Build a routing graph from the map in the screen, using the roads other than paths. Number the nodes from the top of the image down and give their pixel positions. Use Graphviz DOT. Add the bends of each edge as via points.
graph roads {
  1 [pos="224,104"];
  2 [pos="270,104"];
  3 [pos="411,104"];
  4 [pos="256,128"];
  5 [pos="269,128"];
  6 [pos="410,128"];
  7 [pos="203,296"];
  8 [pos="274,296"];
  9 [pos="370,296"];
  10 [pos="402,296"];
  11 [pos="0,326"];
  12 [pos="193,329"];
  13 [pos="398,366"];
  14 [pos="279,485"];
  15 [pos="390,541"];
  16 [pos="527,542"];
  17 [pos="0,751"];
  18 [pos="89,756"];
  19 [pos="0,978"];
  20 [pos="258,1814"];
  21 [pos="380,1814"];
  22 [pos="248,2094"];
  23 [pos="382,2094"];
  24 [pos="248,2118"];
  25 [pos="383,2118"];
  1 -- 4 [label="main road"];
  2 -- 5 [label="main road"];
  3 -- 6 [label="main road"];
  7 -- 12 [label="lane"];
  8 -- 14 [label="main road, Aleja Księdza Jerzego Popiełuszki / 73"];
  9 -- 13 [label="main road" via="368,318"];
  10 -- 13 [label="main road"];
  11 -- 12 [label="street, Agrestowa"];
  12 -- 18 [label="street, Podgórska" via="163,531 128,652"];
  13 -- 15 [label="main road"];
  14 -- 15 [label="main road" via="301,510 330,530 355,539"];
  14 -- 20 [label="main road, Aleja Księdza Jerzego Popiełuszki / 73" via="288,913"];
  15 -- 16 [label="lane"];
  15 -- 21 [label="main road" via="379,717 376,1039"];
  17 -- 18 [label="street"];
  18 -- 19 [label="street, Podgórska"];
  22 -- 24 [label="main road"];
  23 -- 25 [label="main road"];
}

------------------------------

**YOUR INSTRUCTIONS**
Please give an exact copy of every entry.

**SOLUTION TO THE EXERCISE**
Build a routing graph from the map in the screen, using the roads other than paths. Number the nodes from the top of the image down and give their pixel positions. Use Graphviz DOT. Add the bends of each edge as via points.
graph roads {
  1 [pos="224,104"];
  2 [pos="270,104"];
  3 [pos="411,104"];
  4 [pos="256,128"];
  5 [pos="269,128"];
  6 [pos="410,128"];
  7 [pos="203,296"];
  8 [pos="274,296"];
  9 [pos="370,296"];
  10 [pos="402,296"];
  11 [pos="0,326"];
  12 [pos="193,329"];
  13 [pos="398,366"];
  14 [pos="279,485"];
  15 [pos="390,541"];
  16 [pos="527,542"];
  17 [pos="0,751"];
  18 [pos="89,756"];
  19 [pos="0,978"];
  20 [pos="258,1814"];
  21 [pos="380,1814"];
  22 [pos="248,2094"];
  23 [pos="382,2094"];
  24 [pos="248,2118"];
  25 [pos="383,2118"];
  1 -- 4 [label="main road"];
  2 -- 5 [label="main road"];
  3 -- 6 [label="main road"];
  7 -- 12 [label="lane"];
  8 -- 14 [label="main road, Aleja Księdza Jerzego Popiełuszki / 73"];
  9 -- 13 [label="main road" via="368,318"];
  10 -- 13 [label="main road"];
  11 -- 12 [label="street, Agrestowa"];
  12 -- 18 [label="street, Podgórska" via="163,531 128,652"];
  13 -- 15 [label="main road"];
  14 -- 15 [label="main road" via="301,510 330,530 355,539"];
  14 -- 20 [label="main road, Aleja Księdza Jerzego Popiełuszki / 73" via="288,913"];
  15 -- 16 [label="lane"];
  15 -- 21 [label="main road" via="379,717 376,1039"];
  17 -- 18 [label="street"];
  18 -- 19 [label="street, Podgórska"];
  22 -- 24 [label="main road"];
  23 -- 25 [label="main road"];
}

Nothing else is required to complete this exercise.